For pain originating in the colon

Medications designed to relieve abdominal distension, promote motility, facilitate intestinal transit, cure infections and, ultimately, restore normal functioning of the colon.

For pain associated with gallbladder disease

In these cases the definitive treatment is surgery to remove the gallbladder.

For pains originating in the anterior abdominal wall

Normally a short course of non-steroidal anti-inflammatory drugs, local cold and rest is sufficient to treat most cases. However, under specific conditions-such as bruises or extensive tears of the muscles of the abdominal wall-some type of surgical intervention may be necessary.

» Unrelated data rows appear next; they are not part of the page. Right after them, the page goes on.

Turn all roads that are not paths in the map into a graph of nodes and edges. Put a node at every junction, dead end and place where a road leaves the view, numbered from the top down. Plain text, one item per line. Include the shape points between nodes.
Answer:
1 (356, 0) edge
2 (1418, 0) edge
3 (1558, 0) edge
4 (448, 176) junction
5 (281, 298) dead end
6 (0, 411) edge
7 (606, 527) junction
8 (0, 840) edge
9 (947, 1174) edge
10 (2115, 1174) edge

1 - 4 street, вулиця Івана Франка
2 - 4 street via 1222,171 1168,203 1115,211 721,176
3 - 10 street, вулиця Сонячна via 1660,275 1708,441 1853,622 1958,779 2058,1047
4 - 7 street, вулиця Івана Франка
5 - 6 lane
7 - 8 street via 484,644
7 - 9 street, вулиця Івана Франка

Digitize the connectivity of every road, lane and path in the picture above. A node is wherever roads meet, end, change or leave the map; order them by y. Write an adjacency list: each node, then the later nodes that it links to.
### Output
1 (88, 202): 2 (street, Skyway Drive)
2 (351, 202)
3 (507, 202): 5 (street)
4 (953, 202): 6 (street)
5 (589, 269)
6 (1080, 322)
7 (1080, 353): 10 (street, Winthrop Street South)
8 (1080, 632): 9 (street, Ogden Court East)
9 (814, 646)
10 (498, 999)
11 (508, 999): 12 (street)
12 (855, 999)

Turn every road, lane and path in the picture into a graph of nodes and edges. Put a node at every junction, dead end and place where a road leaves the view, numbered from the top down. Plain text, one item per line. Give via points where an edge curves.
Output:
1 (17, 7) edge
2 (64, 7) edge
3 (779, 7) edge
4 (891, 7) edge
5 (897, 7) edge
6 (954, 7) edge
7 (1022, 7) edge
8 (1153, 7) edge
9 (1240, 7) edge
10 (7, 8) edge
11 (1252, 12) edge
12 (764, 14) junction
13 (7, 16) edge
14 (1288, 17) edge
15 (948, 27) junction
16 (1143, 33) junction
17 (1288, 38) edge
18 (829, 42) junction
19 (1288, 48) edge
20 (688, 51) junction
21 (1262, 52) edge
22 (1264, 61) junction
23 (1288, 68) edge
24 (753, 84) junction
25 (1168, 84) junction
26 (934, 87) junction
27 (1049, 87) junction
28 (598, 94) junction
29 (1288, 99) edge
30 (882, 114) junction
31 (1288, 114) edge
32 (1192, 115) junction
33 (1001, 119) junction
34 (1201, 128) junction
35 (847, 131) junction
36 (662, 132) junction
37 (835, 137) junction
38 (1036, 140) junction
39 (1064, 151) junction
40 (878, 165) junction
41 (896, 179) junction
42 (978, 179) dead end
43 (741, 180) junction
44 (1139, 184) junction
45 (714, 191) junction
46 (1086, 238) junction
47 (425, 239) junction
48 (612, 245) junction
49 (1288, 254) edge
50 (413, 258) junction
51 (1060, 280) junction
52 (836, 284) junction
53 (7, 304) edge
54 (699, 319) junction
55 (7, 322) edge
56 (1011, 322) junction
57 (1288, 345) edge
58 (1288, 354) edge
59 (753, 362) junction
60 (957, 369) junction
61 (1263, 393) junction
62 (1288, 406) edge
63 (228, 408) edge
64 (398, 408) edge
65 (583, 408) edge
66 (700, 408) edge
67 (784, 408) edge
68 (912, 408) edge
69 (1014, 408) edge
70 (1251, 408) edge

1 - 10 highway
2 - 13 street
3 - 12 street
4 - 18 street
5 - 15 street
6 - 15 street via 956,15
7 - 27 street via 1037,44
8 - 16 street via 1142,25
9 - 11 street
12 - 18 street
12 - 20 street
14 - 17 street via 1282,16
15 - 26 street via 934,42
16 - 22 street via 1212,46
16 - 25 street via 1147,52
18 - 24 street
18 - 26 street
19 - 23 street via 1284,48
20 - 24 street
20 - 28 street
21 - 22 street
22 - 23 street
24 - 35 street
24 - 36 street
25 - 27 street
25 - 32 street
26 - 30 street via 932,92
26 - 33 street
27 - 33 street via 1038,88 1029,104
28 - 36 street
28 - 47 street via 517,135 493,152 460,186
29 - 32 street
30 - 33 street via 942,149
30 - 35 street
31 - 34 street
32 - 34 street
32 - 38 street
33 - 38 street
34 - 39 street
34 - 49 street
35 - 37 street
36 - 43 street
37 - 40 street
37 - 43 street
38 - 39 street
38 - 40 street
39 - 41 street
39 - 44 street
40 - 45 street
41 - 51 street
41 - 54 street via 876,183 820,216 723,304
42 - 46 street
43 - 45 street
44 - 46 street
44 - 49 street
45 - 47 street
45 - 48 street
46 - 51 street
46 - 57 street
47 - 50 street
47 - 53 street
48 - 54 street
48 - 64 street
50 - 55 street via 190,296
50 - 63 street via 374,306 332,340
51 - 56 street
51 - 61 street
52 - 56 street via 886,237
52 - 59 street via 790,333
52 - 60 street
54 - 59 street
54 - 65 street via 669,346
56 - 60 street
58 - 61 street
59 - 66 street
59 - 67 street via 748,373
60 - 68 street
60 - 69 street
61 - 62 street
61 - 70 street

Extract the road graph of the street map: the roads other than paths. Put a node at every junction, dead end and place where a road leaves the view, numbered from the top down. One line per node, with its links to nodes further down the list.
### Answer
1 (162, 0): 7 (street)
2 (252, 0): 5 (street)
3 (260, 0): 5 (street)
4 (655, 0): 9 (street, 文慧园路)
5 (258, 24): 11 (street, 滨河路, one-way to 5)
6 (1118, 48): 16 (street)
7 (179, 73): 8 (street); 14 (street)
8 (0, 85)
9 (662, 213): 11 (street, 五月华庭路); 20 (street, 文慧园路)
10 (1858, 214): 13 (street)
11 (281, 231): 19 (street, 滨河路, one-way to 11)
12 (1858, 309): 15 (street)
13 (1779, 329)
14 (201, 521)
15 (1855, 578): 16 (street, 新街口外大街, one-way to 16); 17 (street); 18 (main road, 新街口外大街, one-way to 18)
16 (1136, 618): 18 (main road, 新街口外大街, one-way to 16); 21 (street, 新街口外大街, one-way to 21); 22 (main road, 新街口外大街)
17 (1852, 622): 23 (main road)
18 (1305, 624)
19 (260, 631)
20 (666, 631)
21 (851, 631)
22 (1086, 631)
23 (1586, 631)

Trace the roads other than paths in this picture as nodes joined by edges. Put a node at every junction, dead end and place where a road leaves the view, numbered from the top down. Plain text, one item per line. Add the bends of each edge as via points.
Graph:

For pain resulting from pleuropulmonary conditions involving the right lung

Antibiotics are administered in cases of infections and abscesses, while in patients with pleural effusion it must be drained by thoracocentesis. Subsequently, treatment should be instituted to correct the cause of the pleural effusion, whenever possible.

References

  1. Kingham, J. G., & Dawson, A.M. (1985). Origin of chronic right upper quadrant pain. Gut , 26 (8), 783-788.
  2. Laing, F.C., Federle, M.P., Jeffrey, R.B., & Brown, T.W. (1981). Ultrasonic evaluation of patients with right upper quadrant pain. Radiology , 140 (2), 449-455.
  3. Fernandez, J. N., Lopez, P. T., Montes, J. R., & Cara, M. L. (2009). Validity of tests performed to diagnose acute abdominal pain in patients admitted to an emergency department. Spanish Journal of Digestive Diseases , 2009 (101/9), 610-618.
  4. Peter, N. G., Clark, L. R., & Jaeger, J. R. (2004). Fitz-Hugh-Curtis syndrome: a diagnosis to consider in women with right upper quadrant pain. Cleveland Clinic journal of medicine , 71 (3), 233-241.
  5. Swarbrick, E.T., Bat, L., Hegarty, J.E., Williams, C.B., & Dawson, A.M. (1980). Site of pain from the irritable bowel. The Lancet , 316 (8192), 443-446.
  6. Westlake, P.J., Hershfield, N.B., Kelly, J.K., Kloiber, R., Lui, R., Sutherland, L.R., & Shaffer, E.A. (1990). Chronic right upper quadrant pain without gallstones: does HIDA scan predict outcome after cholecystectomy?. American Journal of Gastroenterology , 85 (8)
  7. Shuman, W. P., Mack, L.A., Rudd, T.G., Rogers, J.V., & Gibbs, P. (1982). Evaluation of acute right upper quadrant pain: sonography and 99mTc-PIPIDA cholescintigraphy. American Journal of Roentgenology , 139 (1), 61-64.
  8. Ong, E. M. W., & Venkatesh, S. K. (2009). Ascending retrocecal appendicitis presenting with right upper abdominal pain: utility of computed tomography. World Journal of Gastroenterology: WJG , fifteen (28), 3576.